Pero esos eran casos excepcionales, ante los cuales la aparente severidad prusiana del sr Espinosa solía conceder, por una vez, indulgencia, en el entendido de que, en caso de ocurrir de nuevo, la Línea Noroeste tendría otro patriota entre las filas de sus trabajadores.

Mientras avanzaba la labor de comprobación, hacían lo mismo las manecillas del enorme reloj que presidía, o mejor dicho, tiranizaba la pared de la oficina. Tras reportarse sobre el envío de jicoteas de la sra Isabel Mayer, de Puerto Plata, en obsequio de Ramfis, "El Primer Niño de la República", y de los conciertos que se organizaban en honor de este, en el parque que lleva su nombre, concluyó la comprobación con la respuesta del jefe a la sra Bartolina Fernández, quien pedía un fallo de la justicia a su favor en cierto litigio de tierras, a la que se dejó claro que "...debía esperar en calma, pues el Jefe no se inmiscuía en lo que concierne al Poder Judicial".

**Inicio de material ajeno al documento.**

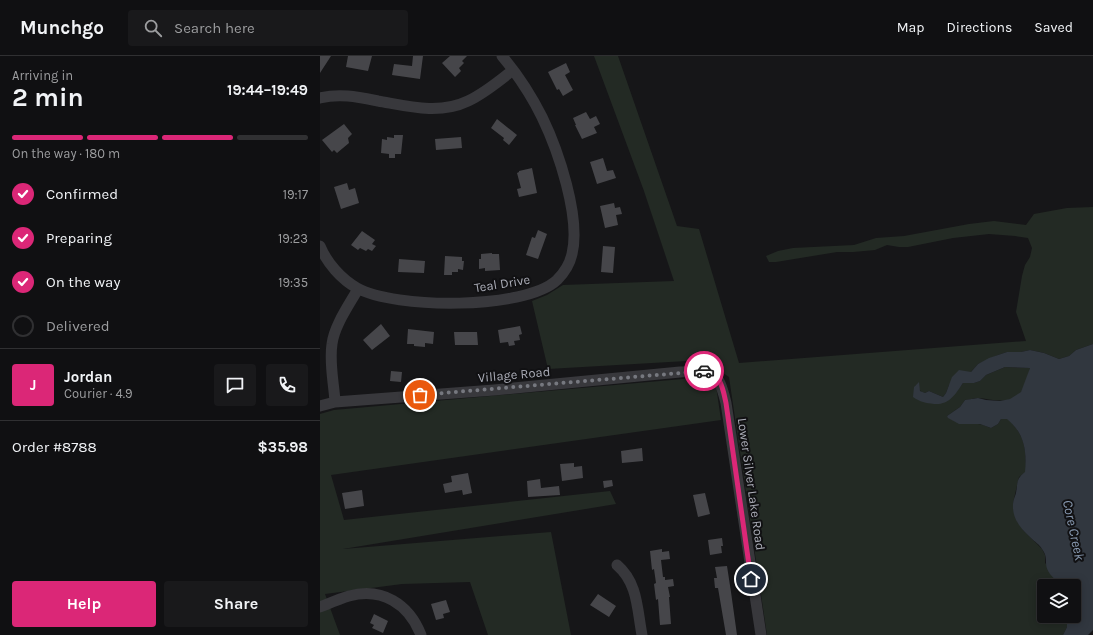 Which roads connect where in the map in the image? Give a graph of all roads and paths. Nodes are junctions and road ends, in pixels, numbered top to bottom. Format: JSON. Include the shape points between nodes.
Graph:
{"nodes":[{"id":1,"x":502,"y":56,"type":"edge"},
{"id":2,"x":514,"y":70,"type":"junction"},
{"id":3,"x":320,"y":98,"type":"edge"},
{"id":4,"x":320,"y":246,"type":"edge"},
{"id":5,"x":358,"y":288,"type":"junction"},
{"id":6,"x":710,"y":372,"type":"joint"},
{"id":7,"x":335,"y":402,"type":"junction"},
{"id":8,"x":320,"y":406,"type":"edge"},
{"id":9,"x":617,"y":565,"type":"dead end"},
{"id":10,"x":320,"y":607,"type":"edge"},
{"id":11,"x":420,"y":635,"type":"edge"},
{"id":12,"x":642,"y":635,"type":"edge"},
{"id":13,"x":760,"y":635,"type":"edge"}],
"edges":[{"from":1,"to":2,"type":"street","name":"Teal Drive"},
{"from":2,"to":3,"type":"street","via":[[468,101],[441,108],[423,109],[349,96]]},
{"from":2,"to":5,"type":"street","name":"Teal Drive","via":[[551,136],[568,190],[573,245],[572,255],[562,275],[534,293],[483,301],[439,303],[400,299],[376,295]]},
{"from":4,"to":5,"type":"street","name":"Teal Drive","via":[[335,270]]},
{"from":5,"to":7,"type":"street","via":[[338,325],[332,344]]},
{"from":6,"to":7,"type":"street","name":"Village Road","via":[[680,372]]},
{"from":6,"to":13,"type":"street","name":"Lower Silver Lake Road","via":[[716,375],[721,383],[727,408]]},
{"from":7,"to":8,"type":"street","name":"Village Road"},
{"from":9,"to":12,"type":"street","via":[[629,577],[633,587]]},
{"from":10,"to":11,"type":"street","via":[[350,596],[381,595],[402,606],[416,624]]}]} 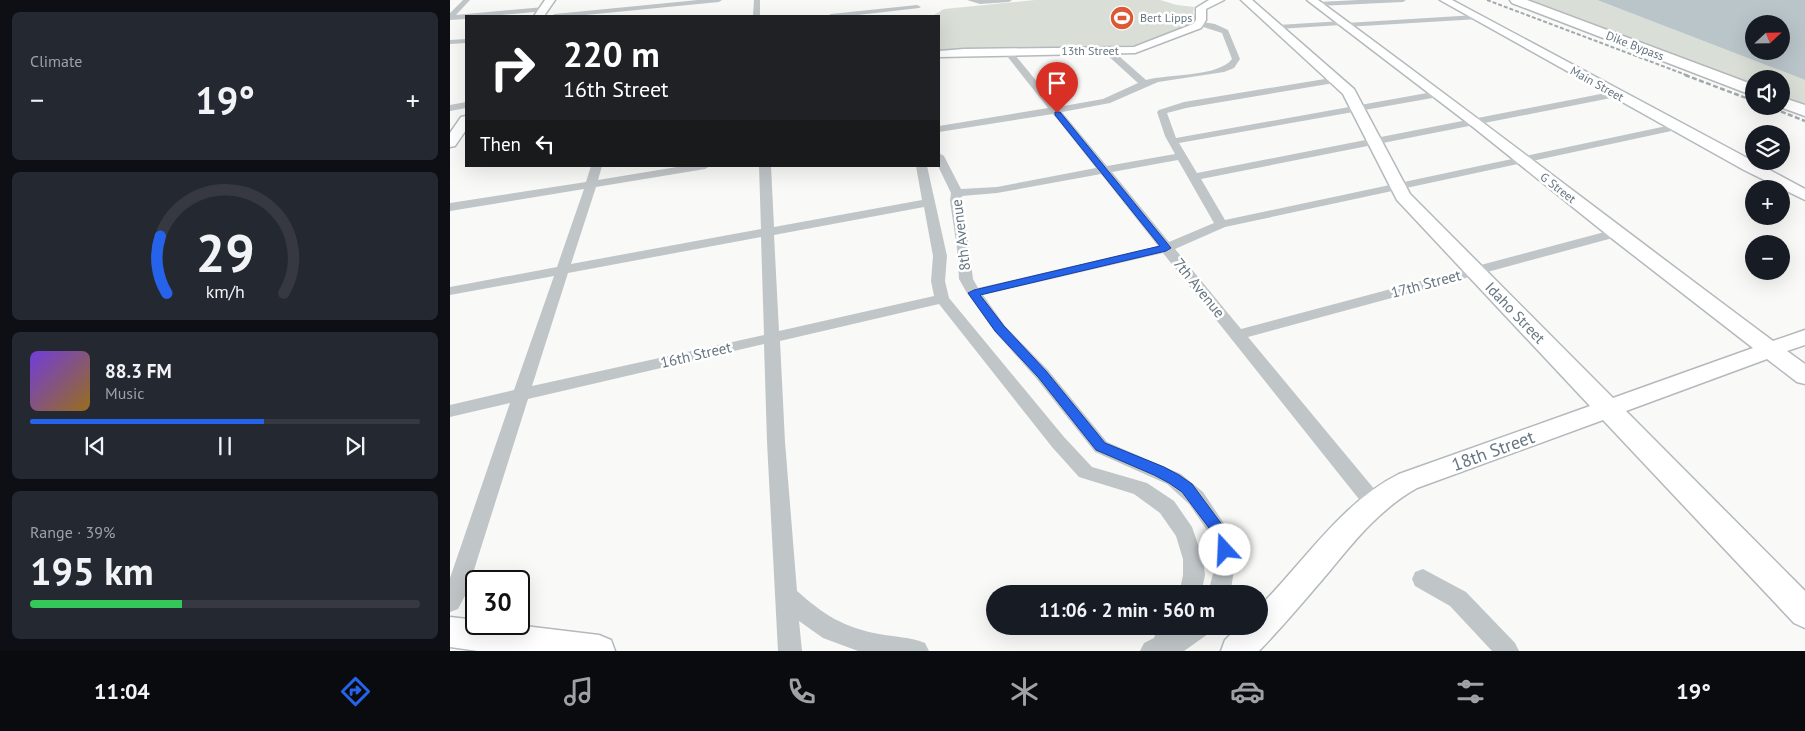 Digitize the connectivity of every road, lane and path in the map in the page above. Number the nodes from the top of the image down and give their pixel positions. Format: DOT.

Una vez satisfecho con la marcha del sistema de su creación, el sr Espinosa procedió a provocar un perceptible suspiro general de alivio, al hacer sonar su campanilla. Fue entonces cuando se abrieron las enormes puertas de caoba, como si aquella hubiese sido la señal acordada para pasar al segundo acto de una puesta en escena, bien ensayada, pero que, en realidad, era improvisada.

Para espanto de todos, incluyendo el hasta entonces atildado e impasible sr Espinosa, una nube de guardias armados penetró a la oficina, apuntándoles con sus rifles, mientras el sudoroso Secretario de la Presidencia, el Dr García Mellado, se pasaba el pañuelo por el rostro, dando paso al mismísimo Jefe, que bufaba de rabia como un toro miura, y aniquilaba con su mirada insostenible a cada empleado, de más está decir, rígido y con la vista al frente, con un hilito de respiración.

"Yo quiero que me digan, ¡manga de inútiles y haraganes! -rugió mirando directamente a un desfalleciente sr Espinosa- si yo puedo recibir mañana al viejo ese, el presidente Vincent, en la visita que he preparado para sacarme del lomo, y para siempre, al alacrán de los haitianos, y debo leerle en la ceremonia donde se le declara "Hijo Ilustre" de la ciudad este oficio donde lo que se aprueba es la solicitud de un mecanógrafo para el consulado de Curazao. ¡Son tan mamertos y lelos -elevó aún más el tono, salpicando de saliva a los más cercanos- que han equivocado los documentos de carpeta! ¡Y a mí nadie me pone en ridículo, hijos de su maldita madre!"

De más está decir que el sol del martes sorprendió a un anonadado sr Espinosa, ya sin el atildamiento usual, anotando patrióticamente, en una libreta, las hormigas de cada hormiguero de la Línea Noroeste.

Cada movimiento del sr Espinosa es el exacto.

Si mueve la mano derecha, enseguida recibe una carpeta lista para su escrutinio final, y aprobada esta, mueve la izquierda para pasarla al funcionario que durante el día estampa hojas de oficio, informes, cartas y memorandos con los sellos "Visto por el Jefe", "Aprobado por el Jefe", o "Denegado por el Jefe".